- **WHAT TO PRODUCE**: Set down the data again exactly. Pictures are not part of the copy.
----- DATA TO USE -----
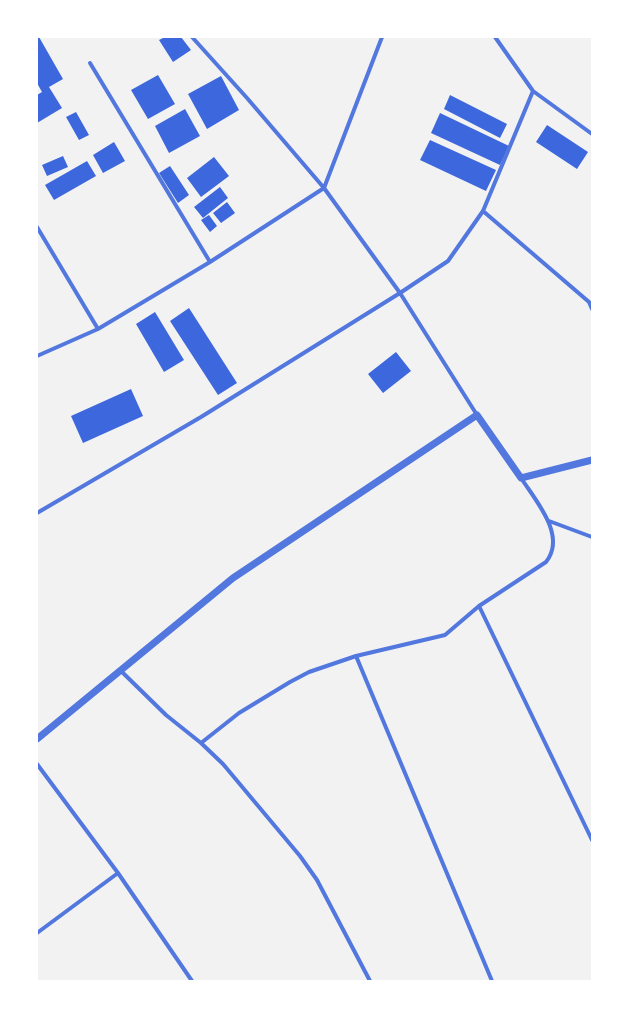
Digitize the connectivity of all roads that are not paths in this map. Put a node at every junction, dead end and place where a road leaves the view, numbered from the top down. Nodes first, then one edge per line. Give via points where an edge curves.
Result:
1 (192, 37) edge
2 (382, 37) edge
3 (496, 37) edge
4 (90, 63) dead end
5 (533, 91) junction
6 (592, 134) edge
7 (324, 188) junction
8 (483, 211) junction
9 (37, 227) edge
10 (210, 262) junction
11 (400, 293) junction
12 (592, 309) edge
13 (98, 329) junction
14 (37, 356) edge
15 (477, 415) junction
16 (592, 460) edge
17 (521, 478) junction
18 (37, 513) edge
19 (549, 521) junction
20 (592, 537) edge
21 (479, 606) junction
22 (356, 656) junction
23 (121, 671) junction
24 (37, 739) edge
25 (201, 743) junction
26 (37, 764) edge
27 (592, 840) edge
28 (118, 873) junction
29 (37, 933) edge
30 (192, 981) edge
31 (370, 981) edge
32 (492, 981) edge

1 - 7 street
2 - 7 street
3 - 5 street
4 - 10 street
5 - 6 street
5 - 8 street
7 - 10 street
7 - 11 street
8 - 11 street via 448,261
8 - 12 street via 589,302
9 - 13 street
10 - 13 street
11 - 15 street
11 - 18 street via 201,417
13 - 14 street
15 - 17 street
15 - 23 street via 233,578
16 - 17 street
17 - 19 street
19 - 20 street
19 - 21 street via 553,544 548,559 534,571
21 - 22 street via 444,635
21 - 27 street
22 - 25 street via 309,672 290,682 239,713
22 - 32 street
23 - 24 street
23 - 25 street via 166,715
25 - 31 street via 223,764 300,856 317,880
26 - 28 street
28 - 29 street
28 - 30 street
-----
- **REPLY TO THE TASK**:
Digitize the connectivity of all roads that are not paths in this map. Put a node at every junction, dead end and place where a road leaves the view, numbered from the top down. Nodes first, then one edge per line. Give via points where an edge curves.
Result:
1 (192, 37) edge
2 (382, 37) edge
3 (496, 37) edge
4 (90, 63) dead end
5 (533, 91) junction
6 (592, 134) edge
7 (324, 188) junction
8 (483, 211) junction
9 (37, 227) edge
10 (210, 262) junction
11 (400, 293) junction
12 (592, 309) edge
13 (98, 329) junction
14 (37, 356) edge
15 (477, 415) junction
16 (592, 460) edge
17 (521, 478) junction
18 (37, 513) edge
19 (549, 521) junction
20 (592, 537) edge
21 (479, 606) junction
22 (356, 656) junction
23 (121, 671) junction
24 (37, 739) edge
25 (201, 743) junction
26 (37, 764) edge
27 (592, 840) edge
28 (118, 873) junction
29 (37, 933) edge
30 (192, 981) edge
31 (370, 981) edge
32 (492, 981) edge

1 - 7 street
2 - 7 street
3 - 5 street
4 - 10 street
5 - 6 street
5 - 8 street
7 - 10 street
7 - 11 street
8 - 11 street via 448,261
8 - 12 street via 589,302
9 - 13 street
10 - 13 street
11 - 15 street
11 - 18 street via 201,417
13 - 14 street
15 - 17 street
15 - 23 street via 233,578
16 - 17 street
17 - 19 street
19 - 20 street
19 - 21 street via 553,544 548,559 534,571
21 - 22 street via 444,635
21 - 27 street
22 - 25 street via 309,672 290,682 239,713
22 - 32 street
23 - 24 street
23 - 25 street via 166,715
25 - 31 street via 223,764 300,856 317,880
26 - 28 street
28 - 29 street
28 - 30 street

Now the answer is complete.